At his press conference, DeSantis stood beside a man who claimed the vaccine changes your RNA, a completely false anti-vaxx talking point. You could tell DeSantis knew this immediately. As soon as the line was uttered, he looked down at the ground, then nervously thrust his left hand into his pocket. His careful work to frame the issue entirely as a matter of rights was suddenly going up in flames:

After this uncomfortable moment, DeSantis still had a choice. He had a turn to speak afterward, and could have explicitly denounced the dangerous, paranoid nonsense that had just been circulated with his imprimatur. But to do so would have been to alienate a crucial constituency. The DeSantis game is to bring along anti-vaxxers without explicitly attaching himself to their most toxic beliefs. They could babble about RNA and Bill Gates all they wished offstage; onstage, the message would be relentlessly focused on the abstract issue of peoples rights.

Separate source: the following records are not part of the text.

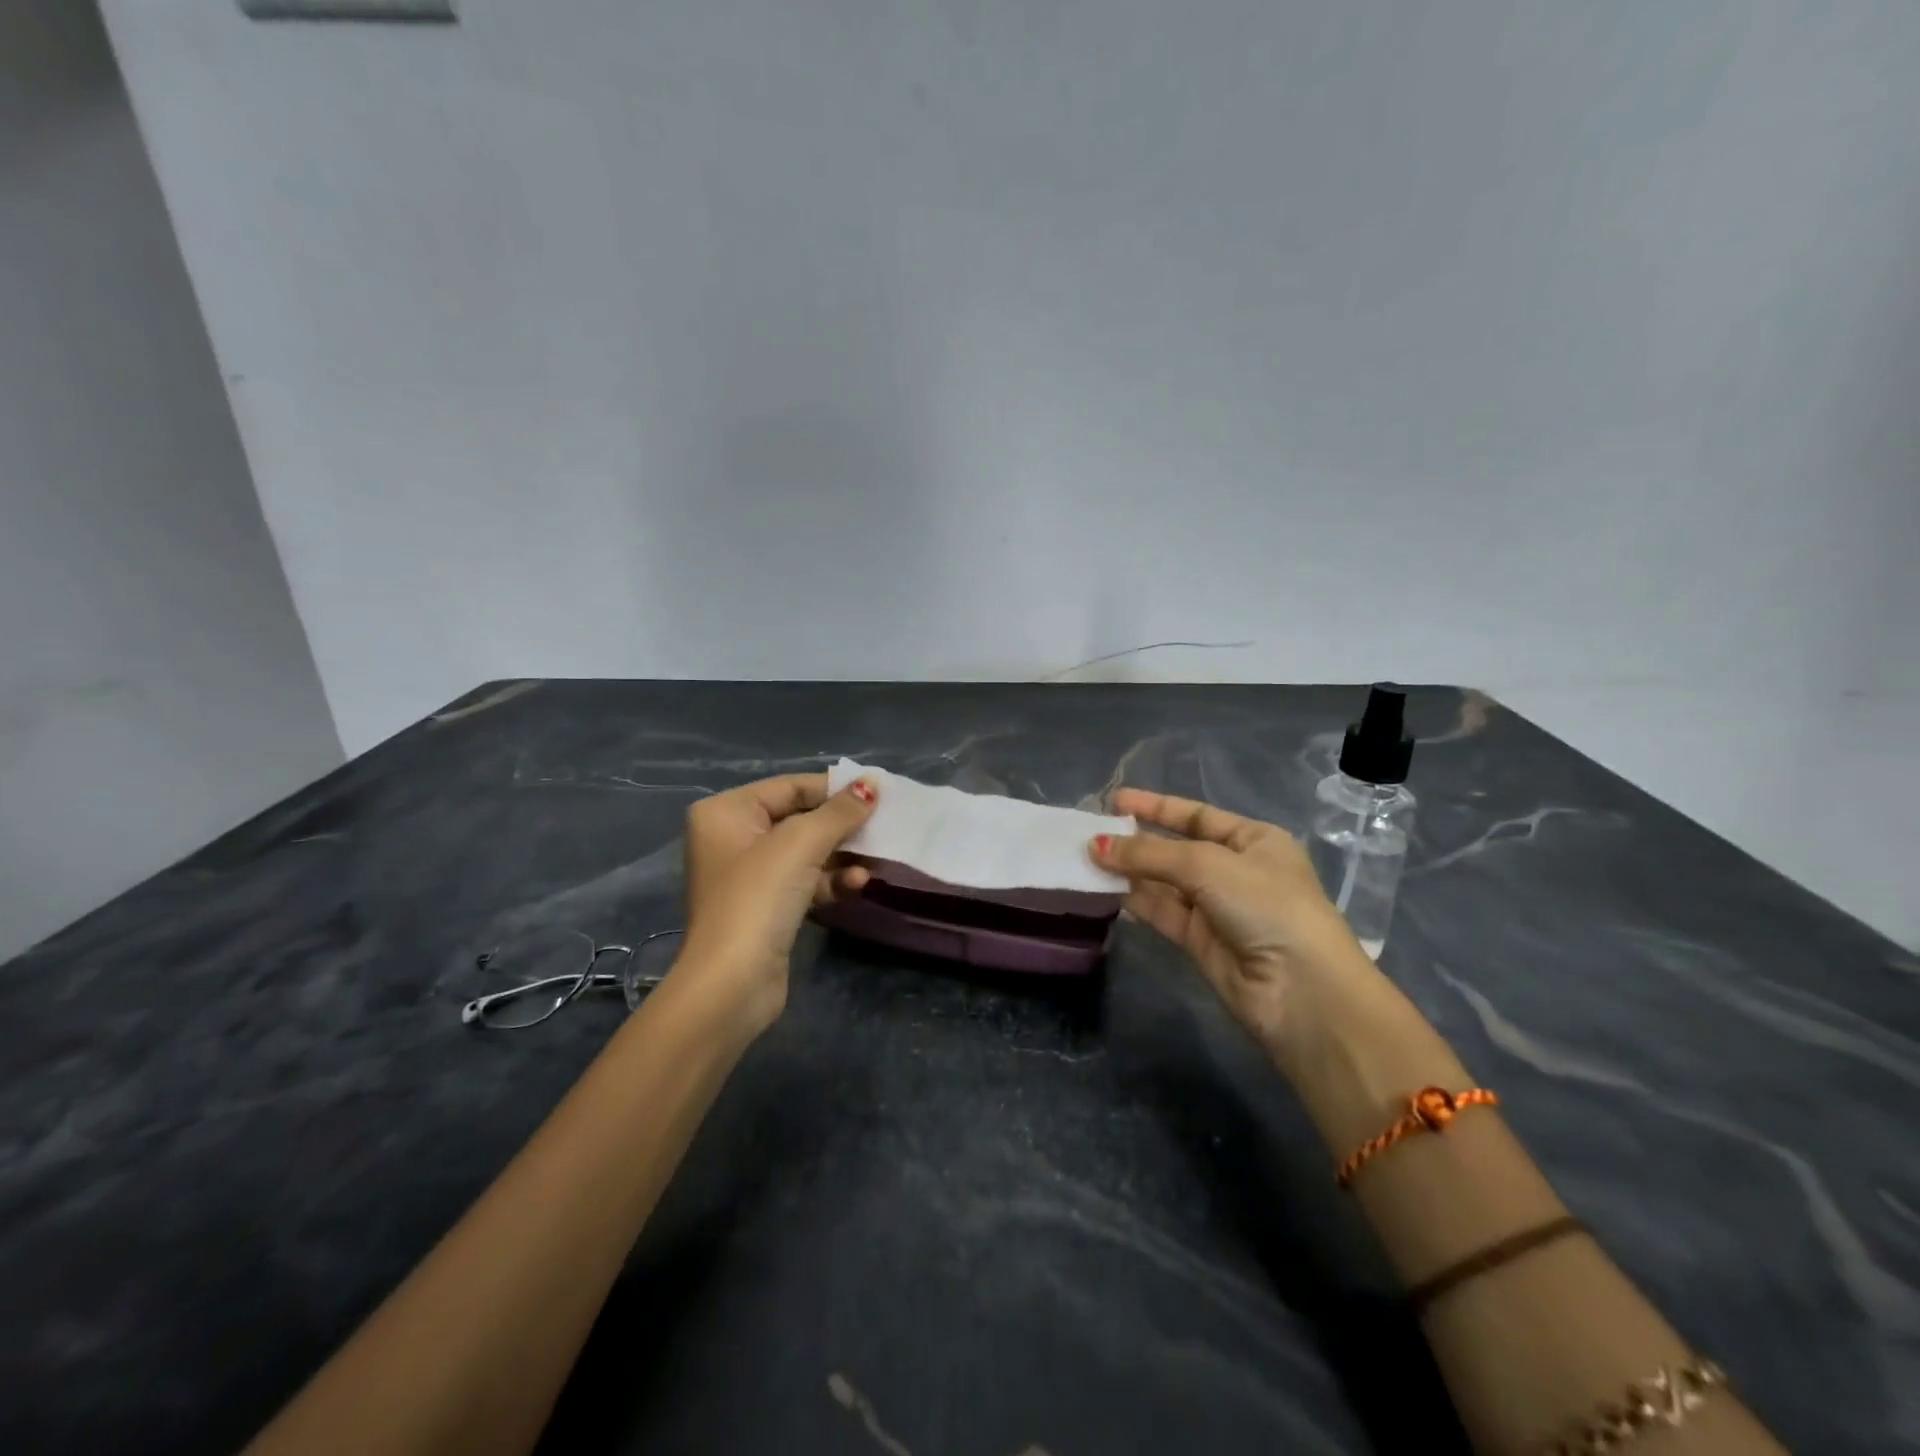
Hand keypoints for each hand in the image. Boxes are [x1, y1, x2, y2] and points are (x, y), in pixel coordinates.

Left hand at [679, 772, 877, 1033]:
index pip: (791, 786)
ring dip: (841, 857)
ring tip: (873, 862)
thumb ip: (840, 811)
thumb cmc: (759, 898)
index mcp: (727, 812)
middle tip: (883, 827)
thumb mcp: (802, 843)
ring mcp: (748, 876)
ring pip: (807, 853)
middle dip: (842, 827)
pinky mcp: (766, 907)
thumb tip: (872, 783)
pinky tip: (856, 885)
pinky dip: (830, 881)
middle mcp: (732, 838)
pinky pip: (805, 882)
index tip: (878, 794)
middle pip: (800, 818)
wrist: (731, 984)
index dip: (835, 789)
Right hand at [1091, 789, 1376, 1047]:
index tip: (1115, 800)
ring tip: (1085, 859)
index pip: (1197, 816)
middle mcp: (1235, 871)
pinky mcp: (1200, 941)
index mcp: (1254, 841)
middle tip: (1090, 834)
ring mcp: (1218, 908)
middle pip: (1176, 849)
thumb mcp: (1209, 866)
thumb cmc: (1267, 906)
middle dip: (1136, 841)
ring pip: (1164, 882)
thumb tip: (1095, 846)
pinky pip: (1161, 911)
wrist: (1302, 993)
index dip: (1156, 806)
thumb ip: (1150, 854)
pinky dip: (1134, 900)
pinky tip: (1104, 888)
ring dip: (1129, 871)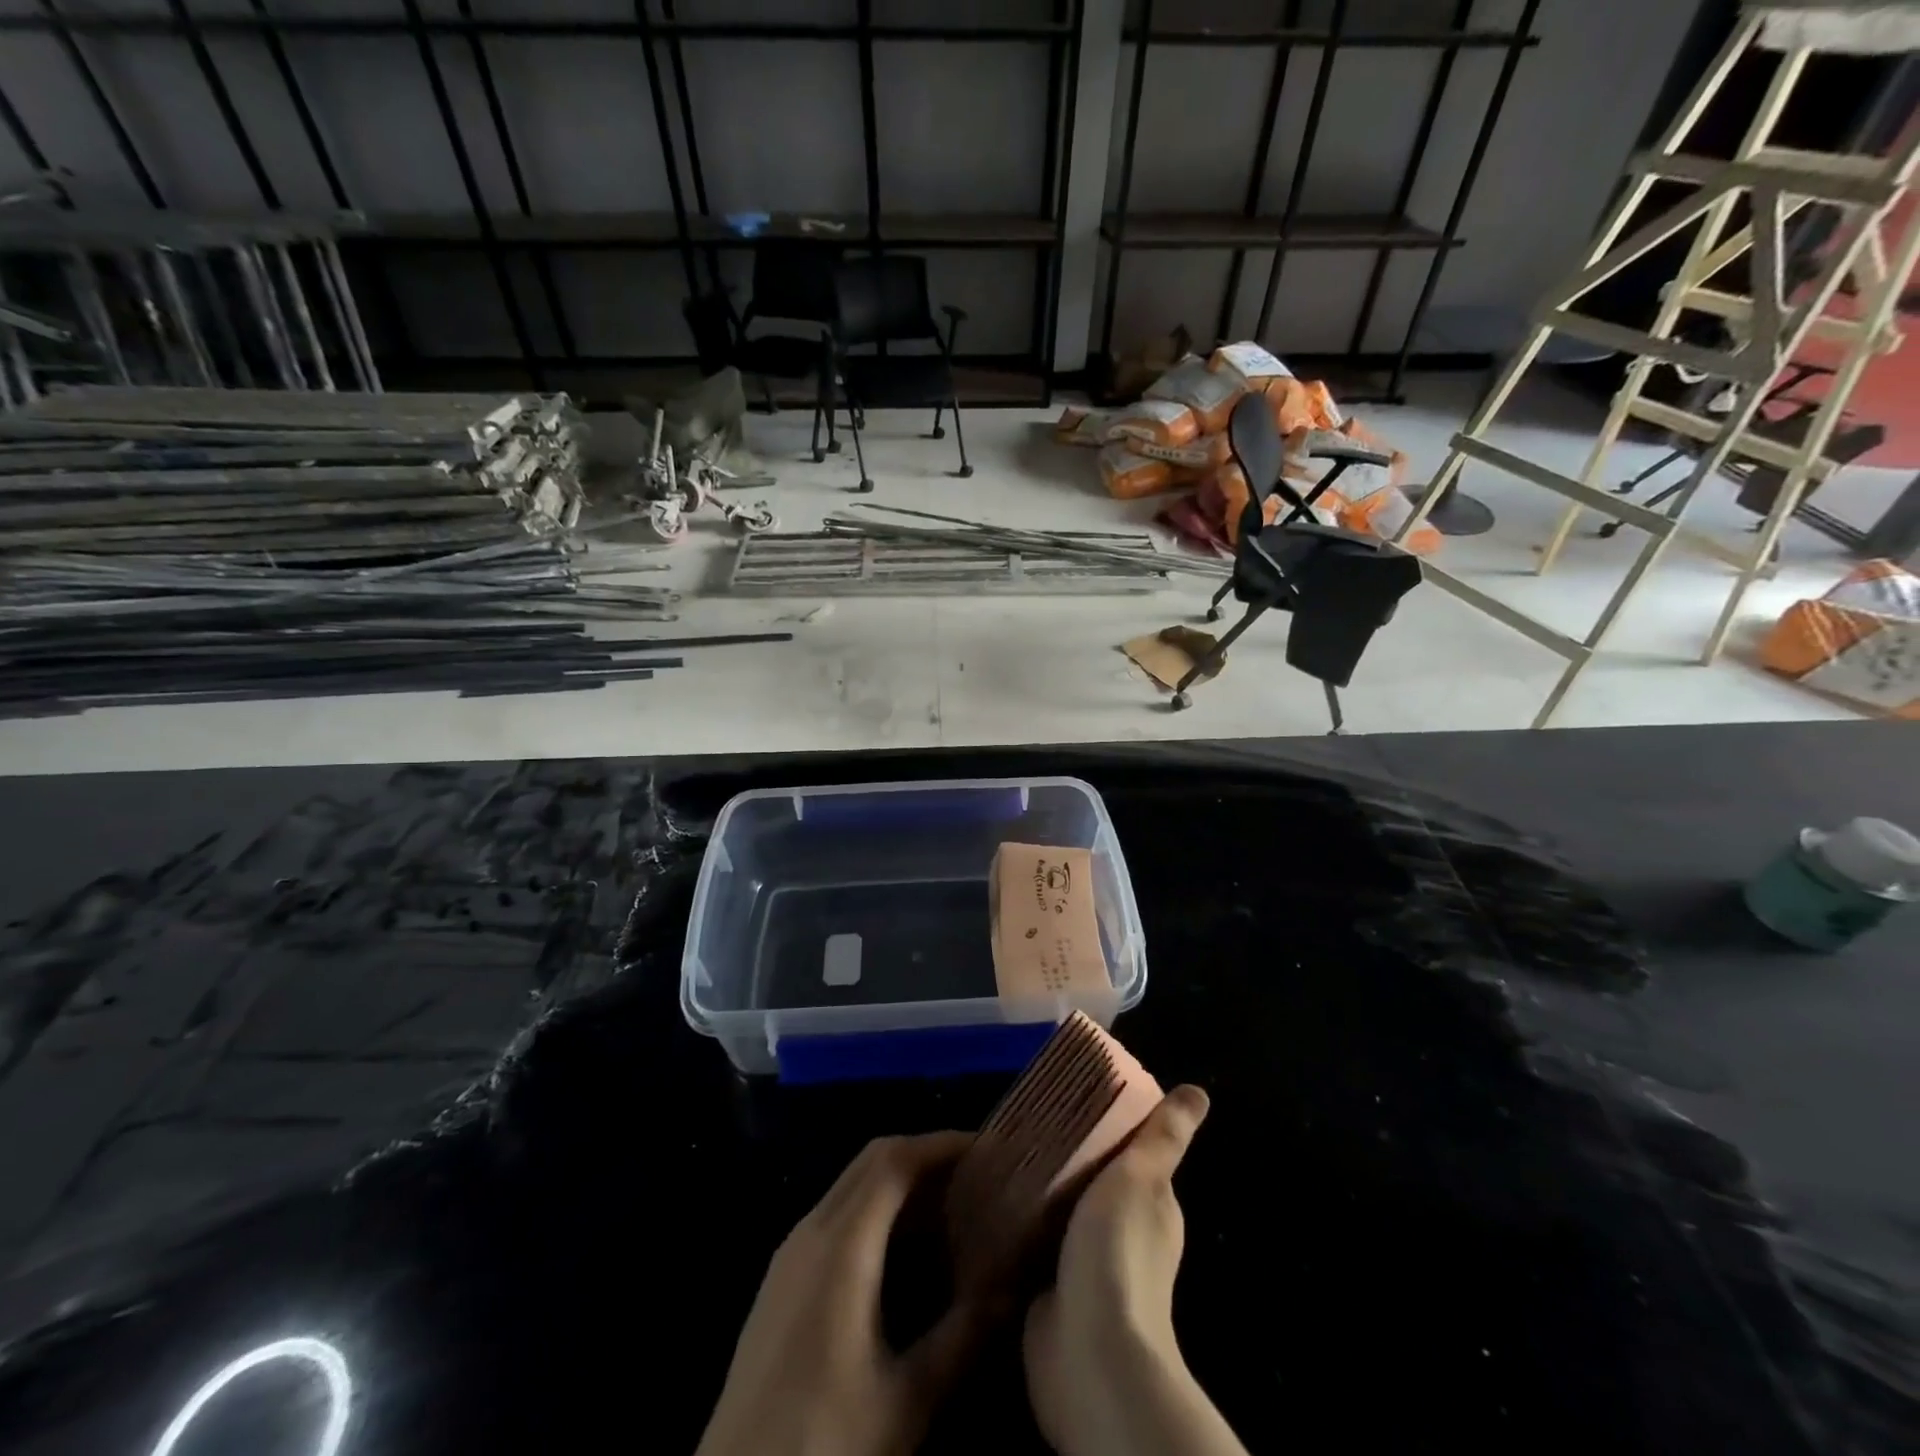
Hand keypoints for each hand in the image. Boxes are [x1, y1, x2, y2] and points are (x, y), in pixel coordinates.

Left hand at [697, 1133, 985, 1455]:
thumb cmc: (824, 1439)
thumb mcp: (907, 1400)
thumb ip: (962, 1337)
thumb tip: (1011, 1290)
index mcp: (841, 1244)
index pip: (894, 1160)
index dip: (940, 1144)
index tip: (985, 1148)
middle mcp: (811, 1229)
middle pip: (872, 1160)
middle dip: (924, 1155)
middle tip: (974, 1173)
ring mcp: (790, 1251)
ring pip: (852, 1184)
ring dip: (899, 1180)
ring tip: (948, 1205)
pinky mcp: (781, 1276)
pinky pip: (836, 1213)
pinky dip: (875, 1207)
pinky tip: (902, 1248)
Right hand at [1024, 1085, 1244, 1455]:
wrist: (1088, 1353)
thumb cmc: (1118, 1252)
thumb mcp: (1140, 1177)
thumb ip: (1163, 1137)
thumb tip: (1199, 1092)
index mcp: (1152, 1208)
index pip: (1131, 1156)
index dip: (1107, 1130)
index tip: (1072, 1100)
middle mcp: (1123, 1236)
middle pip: (1092, 1184)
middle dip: (1066, 1159)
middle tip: (1025, 1123)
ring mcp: (1086, 1269)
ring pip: (1061, 1215)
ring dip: (1039, 1195)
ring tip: (1002, 1157)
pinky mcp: (1050, 1293)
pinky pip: (1034, 1248)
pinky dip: (1020, 1229)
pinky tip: (993, 1204)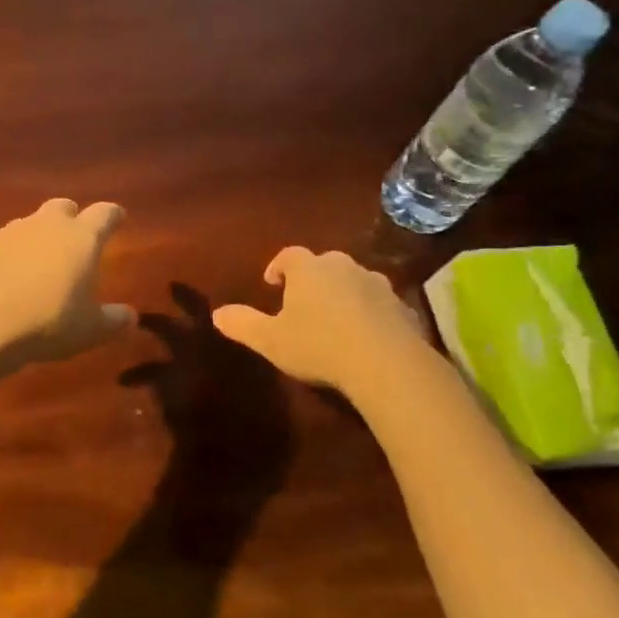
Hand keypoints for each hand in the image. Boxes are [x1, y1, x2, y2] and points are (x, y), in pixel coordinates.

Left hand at [0, 199, 134, 371]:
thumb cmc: (46, 323)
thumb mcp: (90, 330)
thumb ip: (114, 320)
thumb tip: (130, 316)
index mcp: (81, 238)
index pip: (105, 213)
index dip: (113, 216)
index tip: (118, 219)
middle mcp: (46, 225)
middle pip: (64, 207)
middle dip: (72, 219)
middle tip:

The forces that brought DeSantis and his party to this pitiable position were roughly twofold. First, the Republican Party has developed a growing skepticism of scientific authority over time. Fifty years ago, Republicans actually trusted scientists more than Democrats did, but the conservative movements attacks on science (especially the varieties of science that implied the need for regulation of pollution or consumer goods) hardened into an institutionalized skepticism; the first COVID skeptics out of the gate were disproportionately drawn from climate-science skeptics.

Second, Trumps panicked response to the coronavirus was to deny it altogether. Once Trump decided the pandemic was a hoax designed to sabotage his reelection, his followers embraced that view, from which it naturally followed that every measure putatively aimed at containing the pandemic was described as unnecessary or harmful.

Republican Party elites found anti-vaxx sentiment embarrassing and unhelpful. Most of them have endorsed the vaccine as a choice, with varying levels of enthusiasm. Yet they have found themselves stuck with an anti-vaxx core too large to risk alienating. This has set off the same kind of finely parsed calculation that they employed to respond to various Trumpian outrages.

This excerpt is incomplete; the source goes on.